The triumph of the mediocre is the title and it refers to the situation in Spain. Removing some paragraph or some local reference it fits us perfectly. I will be returning to an old critique, but I don’t get too excited by what I see all around me. The bad taste and the vulgarity are not only in the lyrics of danceable music: the patterns of dress, the design (or the absence of it) that proliferates in the environment, social behavior, the deterioration of services, the bad functioning of education and health, the one time workhorses of the battle, the grayness of politics and politicians; the list where everyone who fills it, has something to do with the fact that mediocrity wins.
I don’t have the cure. There are no magic potions. But in our case, the enclosure in which we live and the exodus that has divided us must be taken into account. A Pyrrhic victory.
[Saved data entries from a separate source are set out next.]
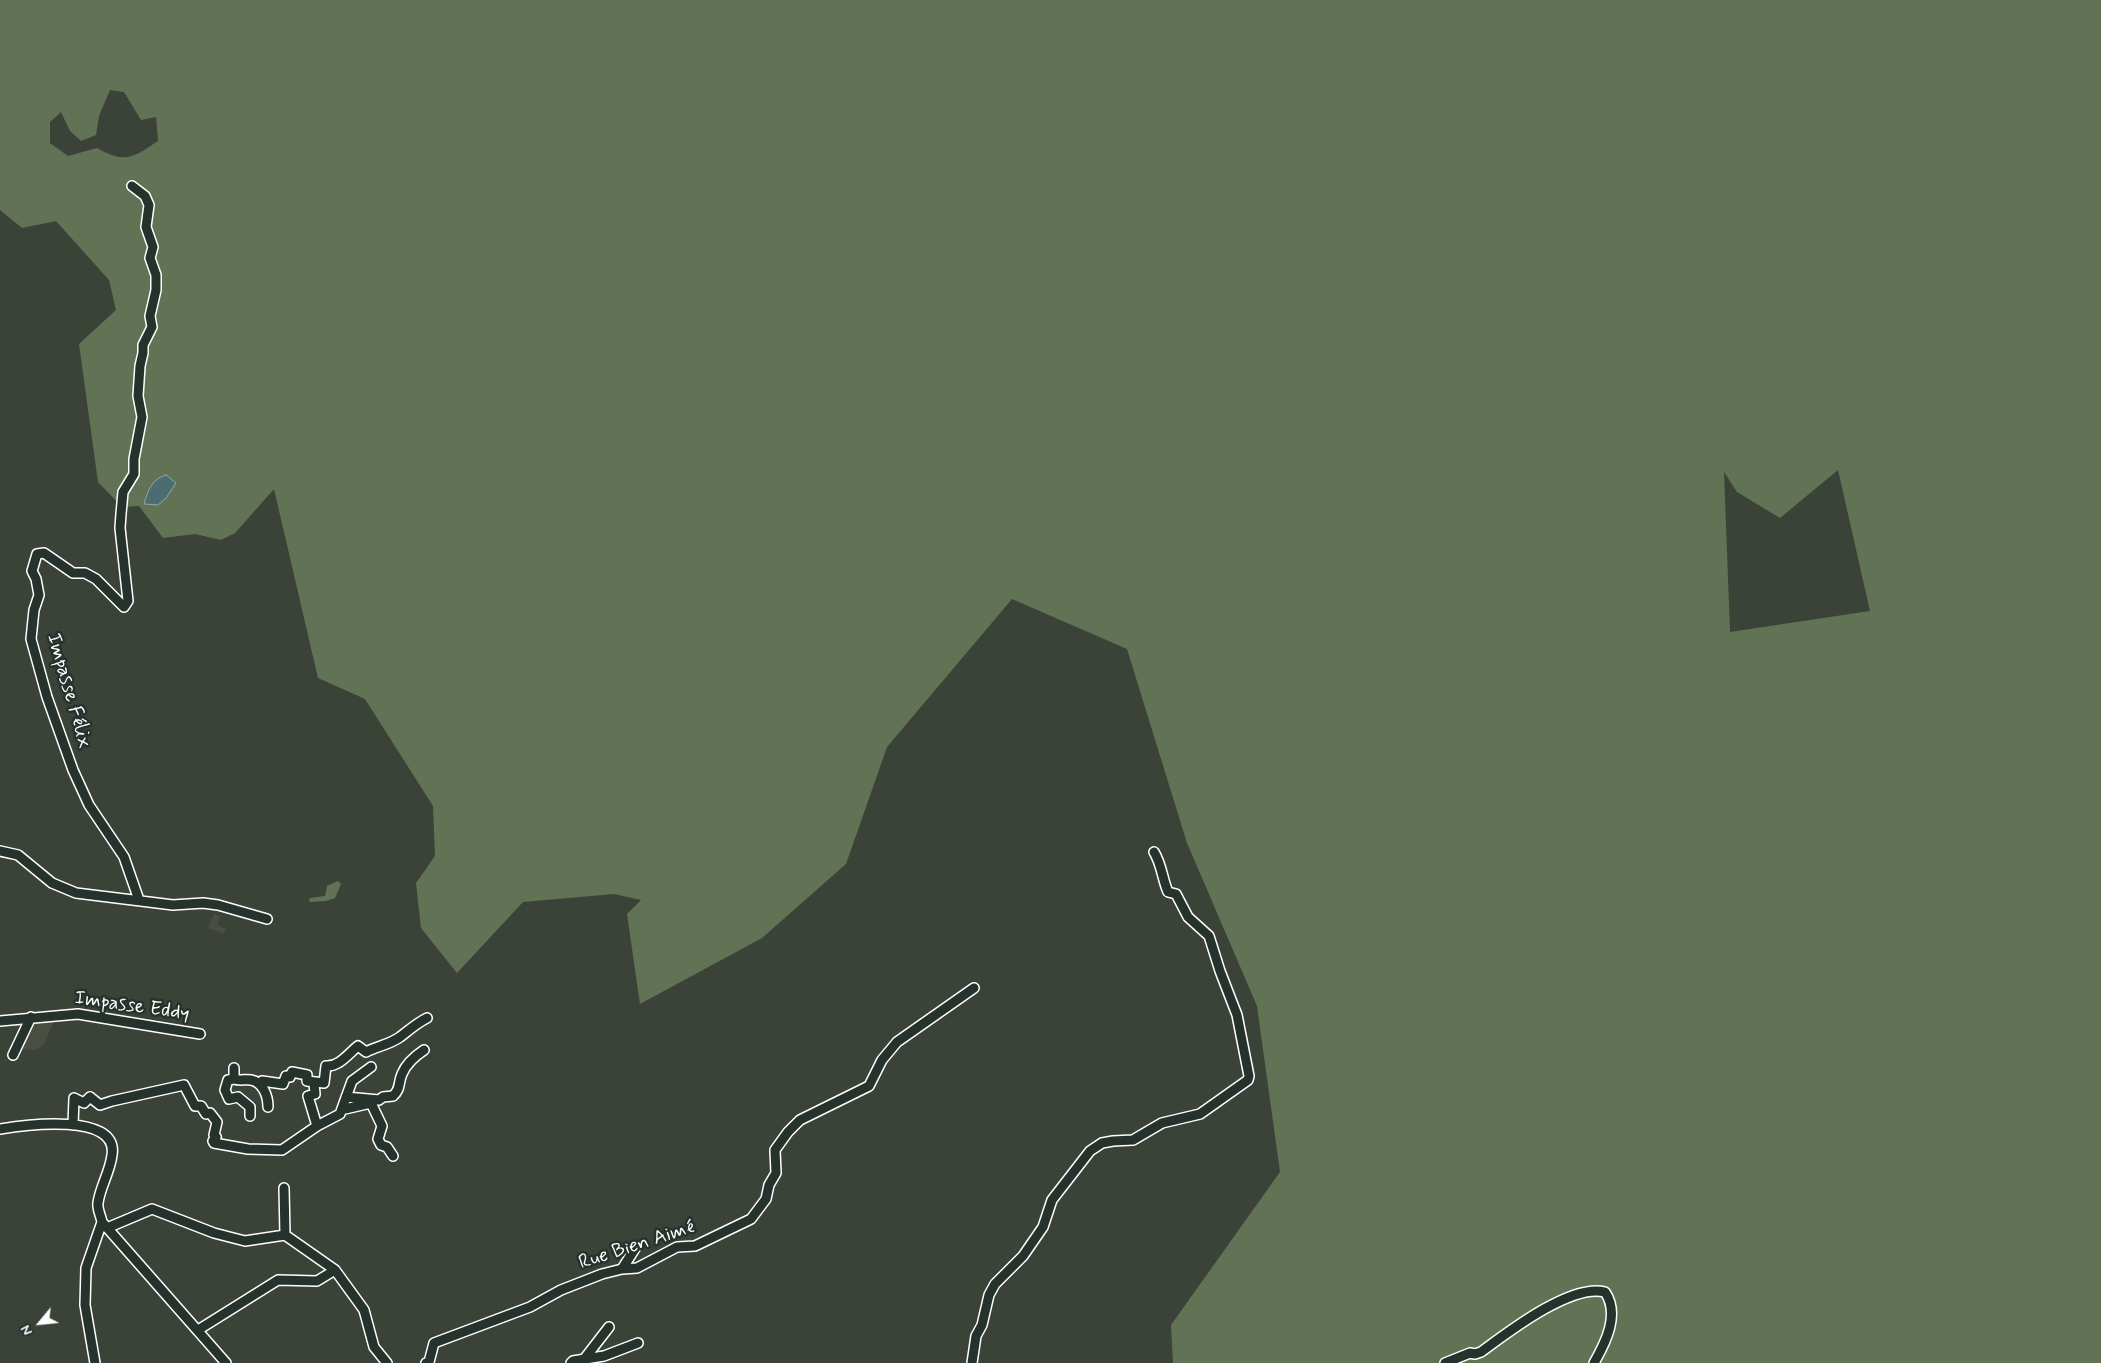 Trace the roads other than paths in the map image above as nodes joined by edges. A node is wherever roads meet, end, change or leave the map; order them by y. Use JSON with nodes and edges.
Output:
{"nodes":[{"id":1,"x":132,"y":186,"type":"dead end"},
{"id":2,"x":0,"y":851,"type":"edge"},
{"id":3,"x":1154,"y":852,"type":"dead end"},
{"id":4,"x":140,"y":900,"type":"junction"},
{"id":5,"x":267,"y":919,"type":"dead end"},
{"id":6,"x":974,"y":988,"type":"dead end"},
{"id":7,"x":31,"y":1017,"type":"junction"},
{"id":8,"x":427,"y":1018,"type":"dead end"},
{"id":9,"x":0,"y":1021,"type":"edge"},
{"id":10,"x":200,"y":1034,"type":"dead end"},
{"id":11,"x":424,"y":1050,"type":"dead end"},
{"id":12,"x":13,"y":1055,"type":"dead end"},
{"id":13,"x":371,"y":1067,"type":"dead end"},
{"id":14,"x":234,"y":1068,"type":"dead end"},
{"id":15,"x":234,"y":1079,"type":"junction"},
{"id":16,"x":314,"y":1083,"type":"junction"},
{"id":17,"x":260,"y":1085,"type":"junction"},
{"id":18,"x":345,"y":1102,"type":"junction"},
{"id":19,"x":268,"y":1107,"type":"dead end"},
{"id":20,"x":250,"y":1116,"type":"dead end"},
{"id":21,"x":73,"y":1125,"type":"junction"},
{"id":22,"x":317,"y":1126,"type":"junction"},
{"id":23,"x":0,"y":1129,"type":"edge"},
{"id":24,"x":393,"y":1156,"type":"dead end"},
{"id":25,"x":284,"y":1188,"type":"dead end"},
{"id":26,"x":105,"y":1225,"type":"junction"},
{"id":27,"x":286,"y":1235,"type":"junction"},
{"id":28,"x":636,"y":1247,"type":"dead end"},
{"id":29,"x":622,"y":1268,"type":"junction"},
{"id":30,"x":335,"y":1270,"type":"junction"},
{"id":31,"x":609,"y":1327,"type":"dead end"},
{"id":32,"x":198,"y":1330,"type":"junction"},
{"id":33,"x":638,"y":1343,"type":"dead end"},
{"id":34,"x":585,"y":1358,"type":"junction"},
{"id":35,"x":95,"y":1363,"type":"edge"},
{"id":36,"x":226,"y":1363,"type":"edge"},
{"id":37,"x":387,"y":1363,"type":"edge"},
{"id":38,"x":426,"y":1363,"type":"edge"},
{"id":39,"x":571,"y":1363,"type":"edge"},
{"id":40,"x":972,"y":1363,"type":"edge"},
{"id":41,"x":1445,"y":1363,"type":"edge"},
{"id":42,"x":1594,"y":1363,"type":"edge"}],
"edges":[{"from":1,"to":4,"type":"street","name":"Impasse Félix"},
{"from":2,"to":4,"type":"street"},
{"from":3,"to":40,"type":"street"},
{"from":4,"to":5,"type":"street"},
{"from":6,"to":29,"type":"street","name":"Rue Bien Aimé"},
{"from":7,"to":9,"type":"street","name":"Impasse Eddy"},
{"from":7,"to":10,"type":"street","name":"Impasse Eddy"},
{"from":7,"to":12,"type":"street"},
{"from":8,"to":16,"type":"street"},
{"from":11,"to":18,"type":"street"},
{"from":13,"to":18,"type":"street"},
{"from":14,"to":15,"type":"street"},
{"from":15,"to":17,"type":"street"},
{"from":15,"to":20,"type":"street"},
{"from":16,"to":17,"type":"street"},
{"from":16,"to":22,"type":"street"},
{"from":17,"to":19,"type":"street"},
{"from":18,"to":22,"type":"street"},
{"from":18,"to":24,"type":"street"},
{"from":21,"to":22,"type":"street"},
{"from":21,"to":23,"type":"street"},
{"from":21,"to":26,"type":"street"},
{"from":25,"to":27,"type":"street"},
{"from":26,"to":27,"type":"street"},
{"from":26,"to":32,"type":"street"},
{"from":26,"to":35,"type":"street"},
{"from":27,"to":30,"type":"street"},
{"from":28,"to":29,"type":"street"},
{"from":29,"to":38,"type":"street","name":"Rue Bien Aimé"},
{"from":30,"to":32,"type":"street"},
{"from":30,"to":37,"type":"street"},
{"from":31,"to":34,"type":"street"},
{"from":32,"to":36,"type":"street"},
{"from":33,"to":34,"type":"street"},
{"from":34,"to":39,"type":"street"},
{"from":41,"to":42,"type":"street"}]}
The Triumph of the Mediocre
Perhaps the time has come to accept that our crisis goes beyond the economy, beyond this or that politician, the greed of the bankers or the risk premium. To assume that our problems will not be changed by one party or another, by another battery of emergency measures, or a general strike. To recognize that the principal problem of Spain is not Greece, the euro, nor Mrs. Merkel. To admit, to try to correct, that we have become a mediocre country.
No country comes to such a condition overnight. Nor in three or four years. It is the result of the chain that starts in school and ends at the establishment. We have created a culture in which the mediocre are the most popular students in high school, the first to be elected to office, those who have the most to say in the media and the ones we vote for in elections without caring what they do. Because they are us. We are so accustomed to our mediocrity that we have ended up accepting it is a natural state of things. Its exceptions, almost always reduced to sports, serve us to deny the evidence.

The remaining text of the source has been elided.